Neighbour heard wailing from alleged murder victim's house

The neighbour of the alleged victim in a murder trial told the Central Criminal Court that she heard wailing coming from the woman’s house on the morning she died.

The neighbour of the alleged victim in a murder trial told the Central Criminal Court that she heard wailing coming from the woman’s house on the morning she died.

Shauna Mellon said the wailing in the North Derry home of Jean Teresa Quigley lasted for about 10 minutes on July 26, 2008. A post mortem found that the 30-year-old mother-of-four was strangled and beaten.

Father-of-one Stephen Cahoon (aged 37) of Harvey Street, Derry, admits killing the mother of his unborn child that day in her home at Cornshell Fields, Shantallow. However he has pleaded not guilty to the murder of his ex-girlfriend.

Ms Mellon explained that she had to check on her sick daughter every two hours at the time and set alarms for 1am, 3am and 5am. She said it was dark when she heard the wailing so it must have been 3am or 5am.

She said that after she checked her daughter at one of these times, she had a cigarette in her kitchen at the back of her house. Ms Quigley’s home was next door to the house directly behind hers.

“It was a very still, warm evening. I had my kitchen window open. It was very quiet,” she recalled.

“It was a very disturbing noise,” she said of the sound coming from Ms Quigley’s home.

“The only way I can describe it was if you told someone that someone had died suddenly and they wail,” she explained. “That wailing sound someone makes when very distressed or upset.”

Ms Mellon, who did not know Ms Quigley, was certain that it was a female voice, but said she also heard a male voice.

“I couldn’t make out what he was saying,” she said. “He didn’t appear to be roaring or mad, but a very stern, loud voice is what I heard.”

She said the wailing started about a minute after she entered her kitchen and was continuing when she left 10 minutes later.

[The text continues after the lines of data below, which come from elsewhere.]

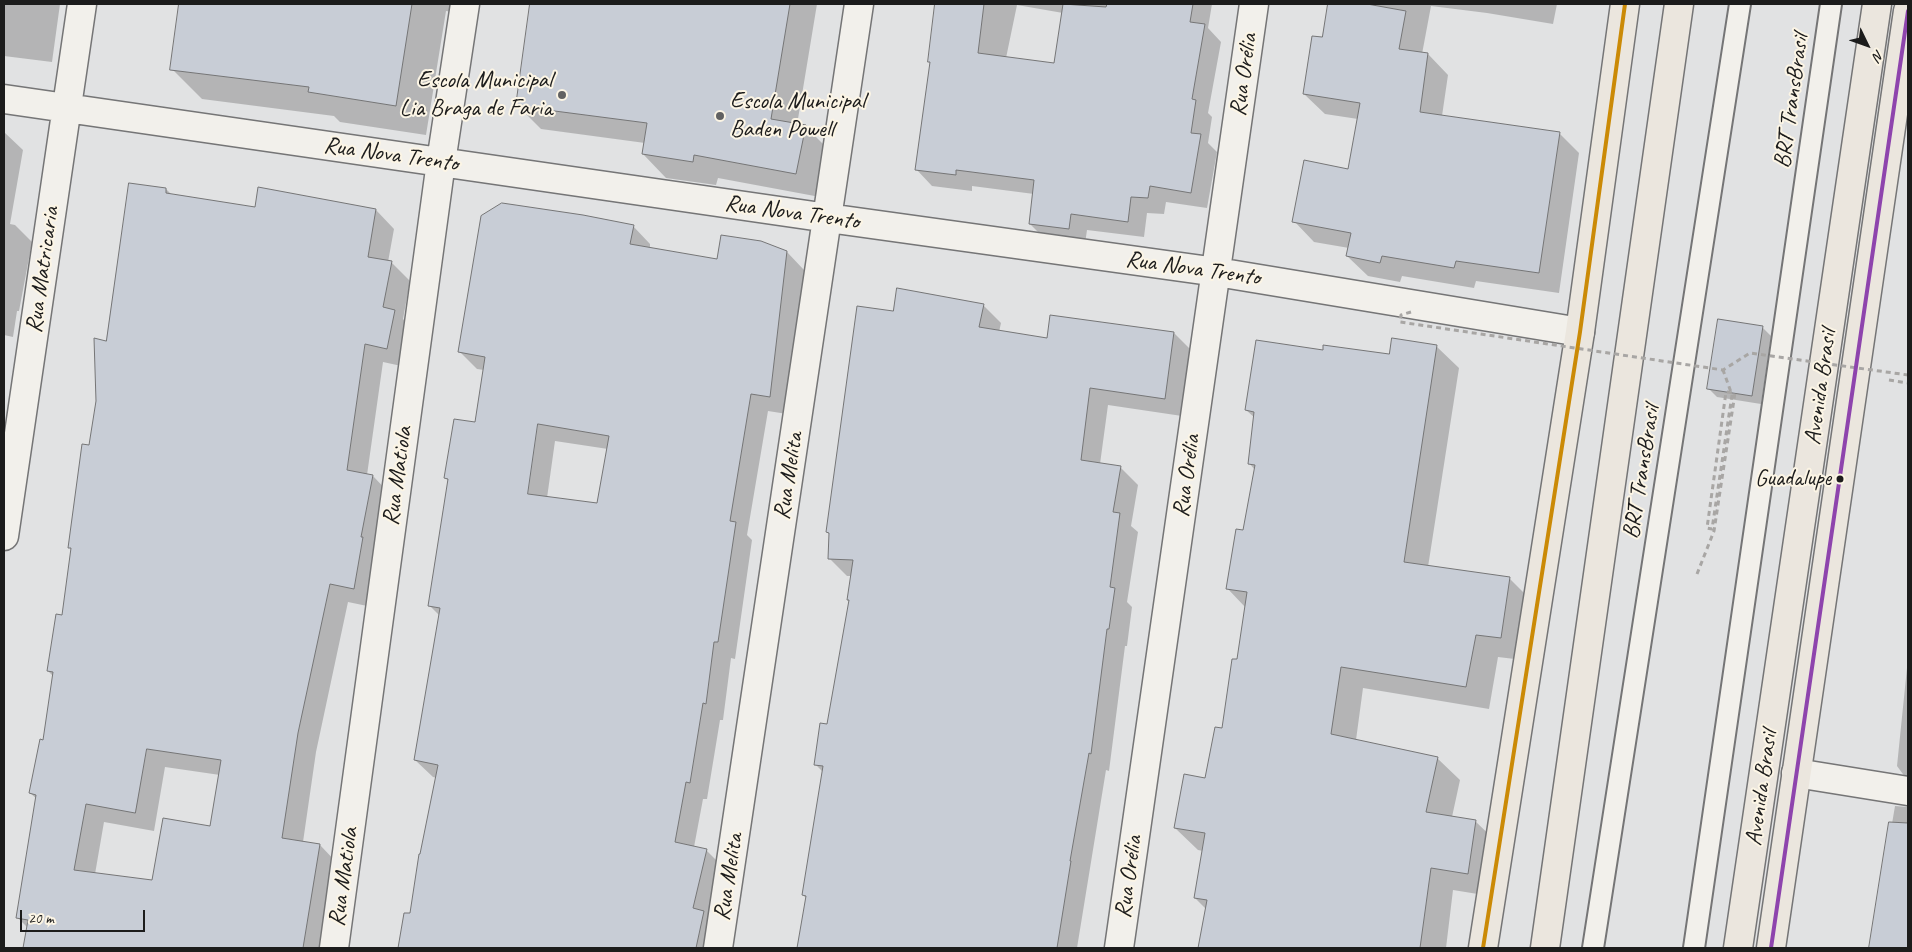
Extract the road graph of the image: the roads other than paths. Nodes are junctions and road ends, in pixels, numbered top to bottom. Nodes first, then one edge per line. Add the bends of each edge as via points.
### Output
1 (82, 4) edge
2 (465, 4) edge
3 (859, 4) edge
4 (1254, 4) edge
5 (1624, 4) edge
6 (1679, 4) edge
7 (1740, 4) edge
8 (1831, 4) edge
9 (1877, 4) edge
10 (1908, 11) edge
11 (4, 98) edge
12 (66, 107) junction
13 (441, 162) junction
14 (828, 218) junction
15 (1217, 272) junction
16 (1580, 332) junction
17 (8, 476) edge
18 (4, 536) edge
19 (1796, 773) junction
20 (1908, 791) edge
21 (334, 948) edge
22 (718, 948) edge
23 (1119, 948) edge
24 (1483, 948) edge
25 (1545, 948) edge
26 (1593, 948) edge
27 (1694, 948) edge
28 (1738, 948) edge
29 (1770, 948) edge

1 - 12 street, Rua Matricaria
2 - 13 street, Rua Matiola
3 - 14 street, Rua Melita
4 - 15 street, Rua Orélia
5 - 16 main road
6 - 25 main road
7 - 26 lane, BRT TransBrasil
8 - 27 lane, BRT TransBrasil
9 - 28 main road, Avenida Brasil
10 - 19 main road, Avenida Brasil
11 - 12 street, Rua Nova Trento
12 - 13 street, Rua Nova Trento
12 - 17 street, Rua Matricaria
13 - 14 street, Rua Nova Trento
13 - 21 street, Rua Matiola
14 - 15 street, Rua Nova Trento
14 - 22 street, Rua Melita
15 - 16 street, Rua Nova Trento
15 - 23 street, Rua Orélia
16 - 24 main road
17 - 18 street, Rua Matricaria
19 - 20 street
19 - 29 main road, Avenida Brasil

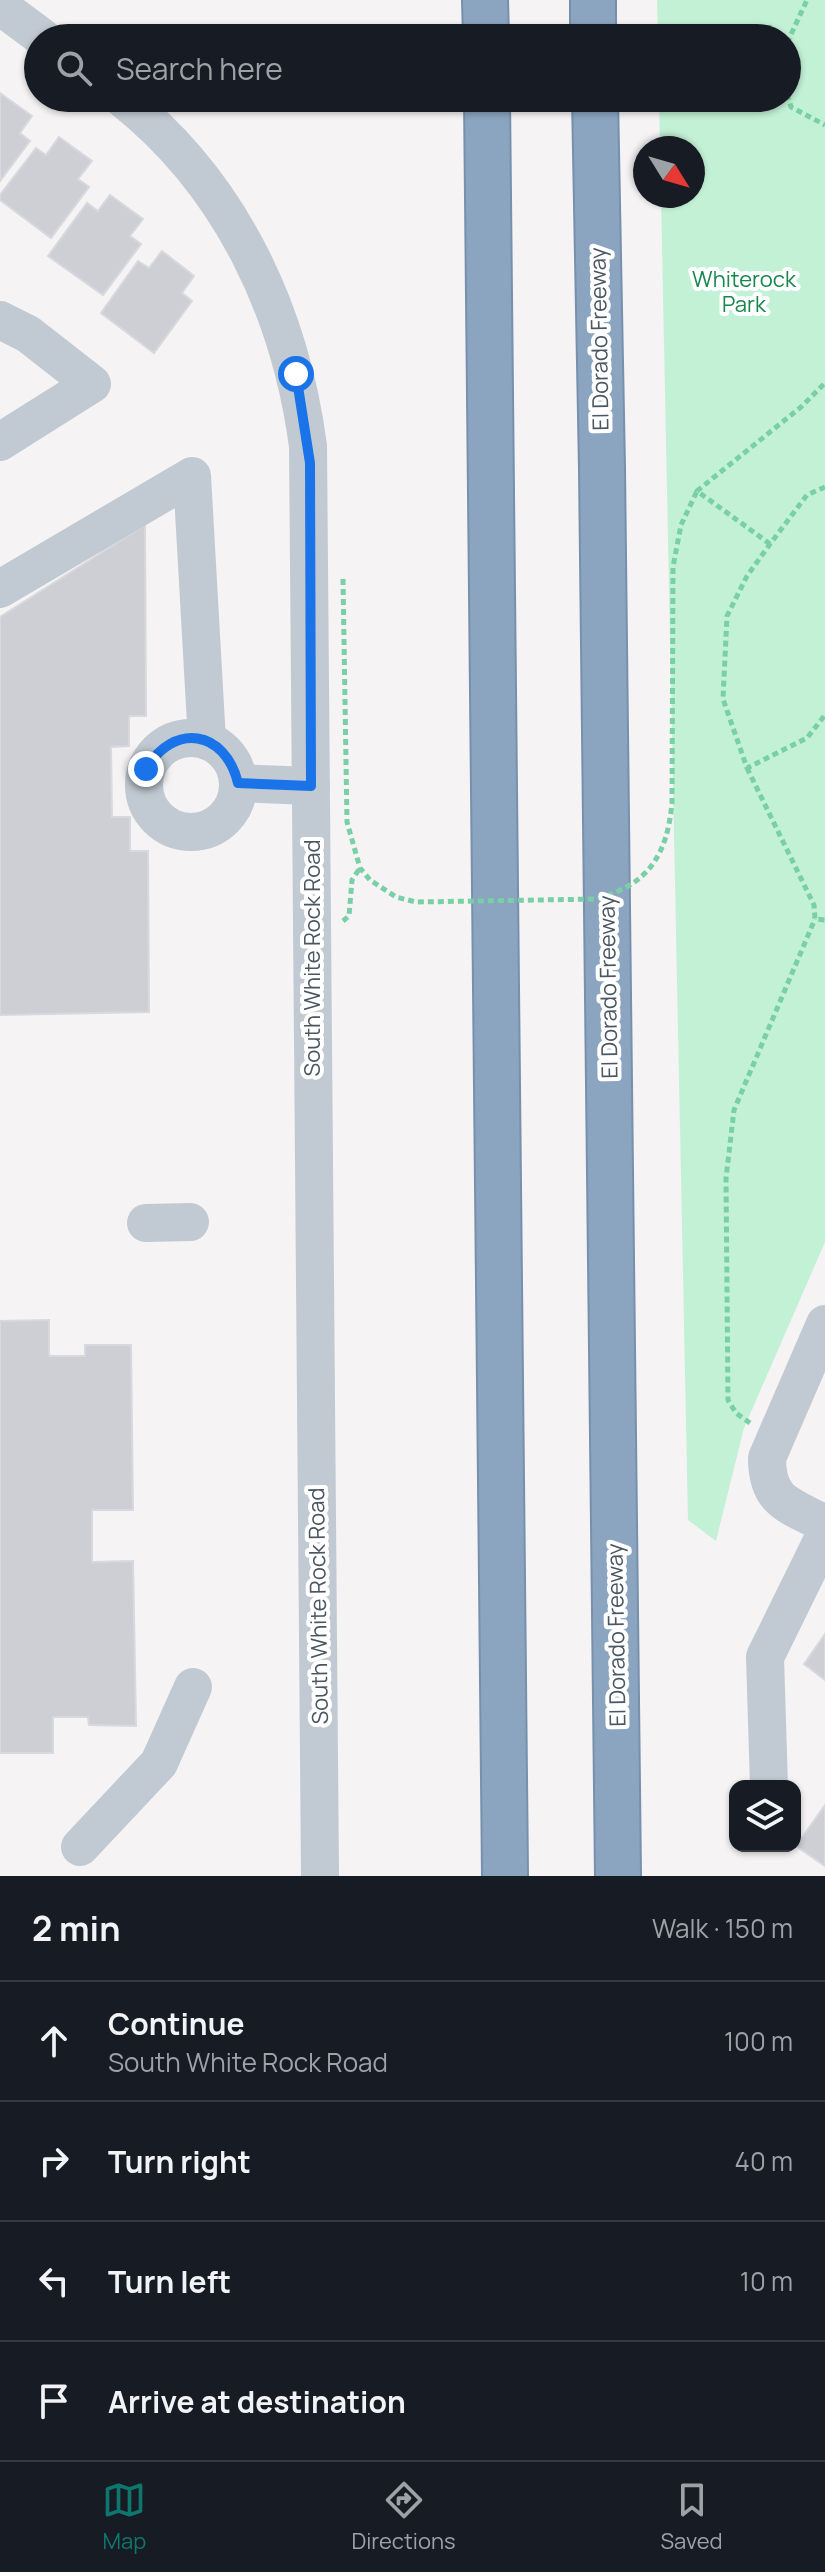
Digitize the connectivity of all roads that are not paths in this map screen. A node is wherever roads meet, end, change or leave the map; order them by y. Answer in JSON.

The partner of Ms Quigley’s sister, Ann Marie, said he found parcel tape beside her body that evening.

Peter Barr said that he drove Ms Quigley’s mother, Emma McBride, to the victim’s house after her family failed to contact her throughout the day.

He said Ms McBride unlocked the door and went upstairs calling her daughter’s name while he checked downstairs.

He ran upstairs when he heard Ms McBride in a distraught state.

“The first thing I noticed when I walked into the room was Jean’s leg hanging out of the bed,” he said, adding that her body was partially covered by a quilt and her head was towards the bottom of the bed.

He checked for a pulse but it was apparent she was dead, he said.

As he was ringing the police from the landing, he noticed a length of brown parcel tape on the floor beside the bed.

“I picked the tape up,” he said. “Then I thought to myself what it might have been used for and put it back down.” He explained that he had seen bruising on her wrists.

Mr Barr also saw a knife on a chest of drawers.

Taxi driver Anthony Fiel told Patricia McLoughlin BL, prosecuting, that he was called to bring a fare from the defendant’s flat to Ms Quigley’s house about 1.55am that morning.

“I just remember the lad was standing at the door with a holdall,” he said, describing the passenger, who sat in the front, as quiet. “When we got to the entrance to Cornshell Fields, he asked to be dropped off there.”

Michael O’Higgins SC, defending, said his client had no recollection of carrying anything, and that Mr Fiel had not mentioned the holdall in his first statement.

“Well I was kind of taken aback. As the days passed, I remembered he was standing at the door with a holdall,” explained Mr Fiel. “I was shocked at the thought that someone who had killed someone was sitting in the car with me.”

Mathew Gallagher, another taxi driver, said he collected a fare from the bus shelter on Steelstown Road about 6.30am that morning. The jury had already heard that the taxi was booked under the name, Duddy.

The man in his 30s sat in the front seat.

“He wouldn’t make conversation,” he said. “I tried two or three times”

“He was going to the bus depot,” he recalled.

However the passenger changed the destination and Mr Gallagher dropped him off at Ship Quay Street around 10 minutes later.

He confirmed to Mr O’Higgins in cross examination that this is about a minute’s walk from Harvey Street, where his client lived.

The trial continues before Mr Justice Patrick McCarthy and a jury of seven women and five men.